Train in sim, drive in real with Donkeycar and CycleGAN
Abstract: Donkeycar is a DIY autonomous car. I have had a bit of luck with training the car using a simulation then, using CycleGAN make the data "look real". Then deploying a model trained on "fake real" data to the real world.
Speaker: Josh just graduated Robotics/Mechatronics at Swinburne. He has worked at Silverpond for a bit over 2 years and is involved in the Autonomous Robocar track days with Andy G. He would like to get something working, before figuring out why it works at all.
Faster Deep Learning Training with Automatic Mixed Precision
Abstract: Automatic Mixed Precision is an easy to use method for improving training performance up to 3x by utilizing NVIDIA Tensor Cores.
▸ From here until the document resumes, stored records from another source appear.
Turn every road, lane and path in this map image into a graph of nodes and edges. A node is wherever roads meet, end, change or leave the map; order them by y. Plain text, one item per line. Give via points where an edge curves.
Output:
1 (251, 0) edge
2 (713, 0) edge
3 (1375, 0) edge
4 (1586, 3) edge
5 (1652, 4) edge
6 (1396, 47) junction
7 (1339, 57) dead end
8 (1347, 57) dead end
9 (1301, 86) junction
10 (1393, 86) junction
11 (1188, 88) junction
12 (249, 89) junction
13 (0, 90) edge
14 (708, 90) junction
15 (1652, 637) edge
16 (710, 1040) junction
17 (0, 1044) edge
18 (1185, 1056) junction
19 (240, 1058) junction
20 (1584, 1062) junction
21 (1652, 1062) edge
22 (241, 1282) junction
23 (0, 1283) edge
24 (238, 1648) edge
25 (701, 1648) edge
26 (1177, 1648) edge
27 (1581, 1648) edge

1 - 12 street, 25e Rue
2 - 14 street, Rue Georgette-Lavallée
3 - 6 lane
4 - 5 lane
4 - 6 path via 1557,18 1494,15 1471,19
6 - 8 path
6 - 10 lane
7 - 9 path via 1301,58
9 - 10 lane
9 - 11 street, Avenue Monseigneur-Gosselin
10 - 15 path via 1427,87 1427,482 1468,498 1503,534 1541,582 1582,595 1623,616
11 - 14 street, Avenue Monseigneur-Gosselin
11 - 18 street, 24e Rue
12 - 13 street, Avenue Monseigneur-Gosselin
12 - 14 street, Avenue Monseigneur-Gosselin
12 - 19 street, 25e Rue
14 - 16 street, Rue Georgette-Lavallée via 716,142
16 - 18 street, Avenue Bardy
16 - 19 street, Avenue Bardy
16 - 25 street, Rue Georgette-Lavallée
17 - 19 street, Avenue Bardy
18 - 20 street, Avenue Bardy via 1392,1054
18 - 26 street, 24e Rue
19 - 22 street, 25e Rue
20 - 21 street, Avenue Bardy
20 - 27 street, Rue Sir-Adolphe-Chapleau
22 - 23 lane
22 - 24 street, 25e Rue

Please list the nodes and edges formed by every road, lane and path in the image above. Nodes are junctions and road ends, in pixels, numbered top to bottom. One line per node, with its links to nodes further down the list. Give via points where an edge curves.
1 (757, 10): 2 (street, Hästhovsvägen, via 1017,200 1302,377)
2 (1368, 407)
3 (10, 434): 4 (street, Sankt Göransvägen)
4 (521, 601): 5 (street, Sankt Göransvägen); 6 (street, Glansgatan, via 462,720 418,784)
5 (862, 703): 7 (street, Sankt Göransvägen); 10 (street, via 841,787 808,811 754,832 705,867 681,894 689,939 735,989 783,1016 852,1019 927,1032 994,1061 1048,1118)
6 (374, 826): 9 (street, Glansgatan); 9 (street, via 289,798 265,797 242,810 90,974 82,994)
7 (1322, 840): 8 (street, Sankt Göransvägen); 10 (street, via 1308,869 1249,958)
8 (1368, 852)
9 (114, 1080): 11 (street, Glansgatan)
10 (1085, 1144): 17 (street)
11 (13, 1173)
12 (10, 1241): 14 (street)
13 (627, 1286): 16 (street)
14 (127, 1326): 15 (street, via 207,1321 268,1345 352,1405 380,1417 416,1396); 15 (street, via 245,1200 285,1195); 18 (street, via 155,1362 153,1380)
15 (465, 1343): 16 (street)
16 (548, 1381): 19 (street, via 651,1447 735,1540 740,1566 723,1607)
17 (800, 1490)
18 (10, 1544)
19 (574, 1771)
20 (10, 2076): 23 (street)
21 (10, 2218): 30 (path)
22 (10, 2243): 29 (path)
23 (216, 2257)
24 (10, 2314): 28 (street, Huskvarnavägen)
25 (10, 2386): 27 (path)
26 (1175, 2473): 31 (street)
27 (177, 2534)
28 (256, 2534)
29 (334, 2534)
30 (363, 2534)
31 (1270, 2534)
We will review the theory behind mixed precision using Tensor Cores, show how to use it in model training scripts, and highlight some real world performance improvements observed by customers. Compared to single precision, mixed precision offers many benefits: 2x better use of the available DRAM bandwidth, smaller memory footprints which allow larger batch sizes or network architectures with more parameters to fit in GPU memory, and allow usage of Volta's Tensor Cores to boost raw math throughput by up to 8x.
Bio: Maggie Zhang joined NVIDIA in 2017 and she is currently working on deep learning frameworks. She got her PhD in Computer Science & Engineering from the University of New South Wales in 2013. Her research background includes GPU/CPU heterogeneous computing, compiler optimization, computer architecture, and deep learning.